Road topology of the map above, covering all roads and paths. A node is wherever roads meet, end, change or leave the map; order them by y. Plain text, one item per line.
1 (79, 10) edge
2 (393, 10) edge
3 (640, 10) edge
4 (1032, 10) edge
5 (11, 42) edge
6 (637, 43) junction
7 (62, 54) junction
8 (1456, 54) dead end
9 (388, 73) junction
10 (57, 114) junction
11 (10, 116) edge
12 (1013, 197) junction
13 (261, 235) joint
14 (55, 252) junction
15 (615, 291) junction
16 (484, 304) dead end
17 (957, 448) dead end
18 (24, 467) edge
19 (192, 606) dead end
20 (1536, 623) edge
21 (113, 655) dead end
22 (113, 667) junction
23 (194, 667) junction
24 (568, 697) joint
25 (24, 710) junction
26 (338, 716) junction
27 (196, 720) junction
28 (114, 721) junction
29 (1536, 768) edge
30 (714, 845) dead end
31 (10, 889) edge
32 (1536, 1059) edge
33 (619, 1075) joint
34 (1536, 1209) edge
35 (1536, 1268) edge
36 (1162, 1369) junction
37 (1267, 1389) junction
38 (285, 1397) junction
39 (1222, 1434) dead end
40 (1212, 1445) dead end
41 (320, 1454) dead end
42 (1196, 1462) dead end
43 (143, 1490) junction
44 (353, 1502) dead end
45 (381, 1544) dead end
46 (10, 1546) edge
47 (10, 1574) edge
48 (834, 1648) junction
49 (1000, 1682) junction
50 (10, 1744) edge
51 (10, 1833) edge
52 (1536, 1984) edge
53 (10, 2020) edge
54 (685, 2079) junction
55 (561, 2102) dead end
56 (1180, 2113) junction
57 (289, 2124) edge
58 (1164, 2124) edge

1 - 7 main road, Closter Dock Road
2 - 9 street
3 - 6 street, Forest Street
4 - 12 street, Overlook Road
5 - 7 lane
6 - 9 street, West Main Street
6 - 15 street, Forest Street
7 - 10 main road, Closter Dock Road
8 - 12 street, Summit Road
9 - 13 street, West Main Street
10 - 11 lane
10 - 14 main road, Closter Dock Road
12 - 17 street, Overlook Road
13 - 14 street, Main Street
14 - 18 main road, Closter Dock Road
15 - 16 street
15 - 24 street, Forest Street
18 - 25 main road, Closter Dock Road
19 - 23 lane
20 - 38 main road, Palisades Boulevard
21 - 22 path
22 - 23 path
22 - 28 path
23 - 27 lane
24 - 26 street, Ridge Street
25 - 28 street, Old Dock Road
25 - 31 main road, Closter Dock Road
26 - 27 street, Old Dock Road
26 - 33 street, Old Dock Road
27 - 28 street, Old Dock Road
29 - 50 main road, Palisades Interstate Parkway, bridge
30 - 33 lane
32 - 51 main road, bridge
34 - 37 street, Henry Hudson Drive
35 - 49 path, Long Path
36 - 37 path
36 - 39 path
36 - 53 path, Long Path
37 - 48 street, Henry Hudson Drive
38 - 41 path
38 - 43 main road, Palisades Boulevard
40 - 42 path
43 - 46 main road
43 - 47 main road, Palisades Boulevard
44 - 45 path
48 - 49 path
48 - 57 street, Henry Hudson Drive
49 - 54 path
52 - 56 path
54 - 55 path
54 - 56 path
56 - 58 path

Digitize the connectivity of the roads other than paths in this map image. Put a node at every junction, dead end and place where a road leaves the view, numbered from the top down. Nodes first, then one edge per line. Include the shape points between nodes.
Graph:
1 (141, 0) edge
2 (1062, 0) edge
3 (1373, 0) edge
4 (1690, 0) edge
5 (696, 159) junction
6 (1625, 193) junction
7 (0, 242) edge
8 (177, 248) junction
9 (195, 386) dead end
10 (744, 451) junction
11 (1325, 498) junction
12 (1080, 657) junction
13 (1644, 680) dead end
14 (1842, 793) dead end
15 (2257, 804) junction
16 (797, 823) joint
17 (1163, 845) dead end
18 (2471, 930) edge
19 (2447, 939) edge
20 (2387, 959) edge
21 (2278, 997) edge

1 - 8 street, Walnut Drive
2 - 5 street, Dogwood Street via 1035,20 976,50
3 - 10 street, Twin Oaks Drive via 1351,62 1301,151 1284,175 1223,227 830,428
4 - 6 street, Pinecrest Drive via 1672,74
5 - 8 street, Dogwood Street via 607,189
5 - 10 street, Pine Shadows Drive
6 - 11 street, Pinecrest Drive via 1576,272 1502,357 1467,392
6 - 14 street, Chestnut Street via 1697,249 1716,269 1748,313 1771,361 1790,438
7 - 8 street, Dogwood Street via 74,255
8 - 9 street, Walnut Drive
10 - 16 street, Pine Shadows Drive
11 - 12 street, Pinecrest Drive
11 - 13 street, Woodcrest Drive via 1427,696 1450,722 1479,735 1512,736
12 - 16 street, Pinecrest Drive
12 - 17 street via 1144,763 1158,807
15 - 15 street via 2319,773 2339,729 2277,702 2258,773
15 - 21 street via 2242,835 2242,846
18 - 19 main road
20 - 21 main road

--------------------------------------------------

Problem details:
Please give back the entries above, unchanged and complete.

Answer space:
Road topology of the map above, covering all roads and paths. A node is wherever roads meet, end, change or leave the map; order them by y. Plain text, one item per line.
1 (79, 10) edge
2 (393, 10) edge
3 (640, 10) edge
4 (1032, 10) edge
5 (11, 42) edge
6 (637, 43) junction
7 (62, 54) junction
8 (1456, 54) dead end
9 (388, 73) junction
10 (57, 114) junction
11 (10, 116) edge
12 (1013, 197) junction
13 (261, 235) joint
14 (55, 252) junction
15 (615, 291) junction
16 (484, 304) dead end
17 (957, 448) dead end
18 (24, 467) edge
19 (192, 606) dead end
20 (1536, 623) edge
21 (113, 655) dead end
22 (113, 667) junction
23 (194, 667) junction
24 (568, 697) joint
25 (24, 710) junction
26 (338, 716) junction
27 (196, 720) junction
28 (114, 721) junction
29 (1536, 768) edge
30 (714, 845) dead end
31 (10, 889) edge
32 (1536, 1059) edge
33 (619, 1075) joint
34 (1536, 1209) edge
35 (1536, 1268) edge
36 (1162, 1369) junction
37 (1267, 1389) junction
38 (285, 1397) junction
39 (1222, 1434) dead end
40 (1212, 1445) dead end
41 (320, 1454) dead end
42 (1196, 1462) dead end
43 (143, 1490) junction
44 (353, 1502) dead end
45 (381, 1544) dead end
46 (10, 1546) edge
47 (10, 1574) edge
48 (834, 1648) junction
49 (1000, 1682) junction
50 (10, 1744) edge
51 (10, 1833) edge
52 (1536, 1984) edge
53 (10, 2020) edge
54 (685, 2079) junction
55 (561, 2102) dead end
56 (1180, 2113) junction
57 (289, 2124) edge
58 (1164, 2124) edge

1 - 7 main road, Closter Dock Road
2 - 9 street
3 - 6 street, Forest Street
4 - 12 street, Overlook Road
5 - 7 lane
6 - 9 street, West Main Street
6 - 15 street, Forest Street
7 - 10 main road, Closter Dock Road
8 - 12 street, Summit Road
9 - 13 street, West Main Street
10 - 11 lane
10 - 14 main road, Closter Dock Road
12 - 17 street, Overlook Road
13 - 14 street, Main Street
14 - 18 main road, Closter Dock Road
15 - 16 street
15 - 24 street, Forest Street
18 - 25 main road, Closter Dock Road
19 - 23 lane
20 - 38 main road, Palisades Boulevard
21 - 22 path
22 - 23 path
22 - 28 path
23 - 27 lane
24 - 26 street, Ridge Street
25 - 28 street, Old Dock Road
25 - 31 main road, Closter Dock Road
26 - 27 street, Old Dock Road
26 - 33 street, Old Dock Road
27 - 28 street, Old Dock Road
29 - 50 main road, Palisades Interstate Parkway, bridge
30 - 33 lane
32 - 51 main road, bridge
34 - 37 street, Henry Hudson Drive
35 - 49 path, Long Path
36 - 37 path
36 - 39 path
36 - 53 path, Long Path
37 - 48 street, Henry Hudson Drive
38 - 41 path
38 - 43 main road, Palisades Boulevard
40 - 42 path
43 - 46 main road
43 - 47 main road, Palisades Boulevard
44 - 45 path
48 - 49 path
48 - 57 street, Henry Hudson Drive
49 - 54 path
52 - 56 path
54 - 55 path
54 - 56 path
56 - 58 path

Digitize the connectivity of the roads other than paths in this map image. Put a node at every junction, dead end and place where a road leaves the view, numbered from the top down. Nodes first, then one edge per line. Include the shape points between nodes.
Graph:
1 (141, 0) edge
2 (1062, 0) edge
3 (1373, 0) edge
4 (1690, 0) edge
5 (696, 159) junction
6 (1625, 193) junction
7 (0, 242) edge
8 (177, 248) junction
9 (195, 386) dead end
10 (744, 451) junction
11 (1325, 498) junction
12 (1080, 657) junction
13 (1644, 680) dead end
14 (1842, 793) dead end
15 (2257, 804) junction
16 (797, 823) joint
17 (1163, 845) dead end
18 (2471, 930) edge
19 (2447, 939) edge
20 (2387, 959) edge
21 (2278, 997) edge

1 - 8 street, Walnut Drive
2 - 5 street, Dogwood Street via 1035,20 976,50
3 - 10 street, Twin Oaks Drive via 1351,62 1301,151 1284,175 1223,227 830,428
4 - 6 street, Pinecrest Drive via 1672,74
5 - 8 street, Dogwood Street via 607,189
5 - 10 street, Pine Shadows Drive
6 - 11 street, Pinecrest Drive via 1576,272 1502,357 1467,392
6 - 14 street, Chestnut Street via 1697,249 1716,269 1748,313 1771,361 1790,438
7 - 8 street, Dogwood Street via 74,255
8 - 9 street, Walnut Drive
10 - 16 street, Pine Shadows Drive
11 - 12 street, Pinecrest Drive
11 - 13 street, Woodcrest Drive via 1427,696 1450,722 1479,735 1512,736
12 - 16 street, Pinecrest Drive
12 - 17 street via 1144,763 1158,807
15 - 15 street via 2319,773 2339,729 2277,702 2258,773
15 - 21 street via 2242,835 2242,846
18 - 19 main road
20 - 21 main road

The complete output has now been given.